422.10 Force Distribution: In the three-way grid octet truss system, concentrated energy loads applied to any one point are distributed radially outward in nine directions and are immediately diffused into the finite hexagonally arranged six vectors entirely enclosing the six-way-distributed force. Each of the hexagon's six vertexes distribute the loads 18 ways to the next outwardly encircling vectors, which progressively diffusing system ultimately distributes the original concentrated energy force equally to all parts of the system as with a pneumatic tire.

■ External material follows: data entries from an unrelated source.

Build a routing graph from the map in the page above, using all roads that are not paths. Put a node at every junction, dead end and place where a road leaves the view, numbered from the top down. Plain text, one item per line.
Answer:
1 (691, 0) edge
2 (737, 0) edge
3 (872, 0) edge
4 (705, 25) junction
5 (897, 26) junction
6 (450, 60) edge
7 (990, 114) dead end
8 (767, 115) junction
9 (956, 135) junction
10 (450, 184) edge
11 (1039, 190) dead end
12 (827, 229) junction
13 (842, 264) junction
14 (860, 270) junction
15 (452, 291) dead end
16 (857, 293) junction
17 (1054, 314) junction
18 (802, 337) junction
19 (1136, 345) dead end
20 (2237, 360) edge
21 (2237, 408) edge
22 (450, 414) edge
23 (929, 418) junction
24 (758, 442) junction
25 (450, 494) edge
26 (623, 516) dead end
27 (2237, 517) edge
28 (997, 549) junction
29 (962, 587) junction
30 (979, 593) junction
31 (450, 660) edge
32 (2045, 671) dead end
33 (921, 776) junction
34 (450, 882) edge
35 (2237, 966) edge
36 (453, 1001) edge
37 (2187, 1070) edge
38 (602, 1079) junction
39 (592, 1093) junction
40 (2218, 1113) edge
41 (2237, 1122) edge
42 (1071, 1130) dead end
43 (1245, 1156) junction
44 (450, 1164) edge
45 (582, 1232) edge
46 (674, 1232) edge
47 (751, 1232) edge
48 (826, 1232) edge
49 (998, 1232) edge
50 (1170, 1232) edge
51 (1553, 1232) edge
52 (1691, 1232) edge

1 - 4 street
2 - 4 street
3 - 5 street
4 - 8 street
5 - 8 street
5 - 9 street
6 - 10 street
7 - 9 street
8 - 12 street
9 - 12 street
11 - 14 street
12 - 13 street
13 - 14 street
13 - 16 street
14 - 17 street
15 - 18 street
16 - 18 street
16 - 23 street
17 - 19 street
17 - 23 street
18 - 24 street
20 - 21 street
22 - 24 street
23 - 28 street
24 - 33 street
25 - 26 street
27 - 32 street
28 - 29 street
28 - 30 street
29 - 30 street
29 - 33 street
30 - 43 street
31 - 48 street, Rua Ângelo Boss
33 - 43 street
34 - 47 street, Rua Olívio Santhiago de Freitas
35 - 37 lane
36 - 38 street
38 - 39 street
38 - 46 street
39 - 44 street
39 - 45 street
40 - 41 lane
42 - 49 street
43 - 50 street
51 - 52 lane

Thus the system joins together synergetically to distribute and inhibit the forces.

422.20 Geometry of Structure: Considered solely as geometry of structure, the final identification of the octet truss by the chemists and physicists as closest packing also identifies the octet truss and vector equilibria structuring as amongst the prime cosmic principles permeating and facilitating all physical experience.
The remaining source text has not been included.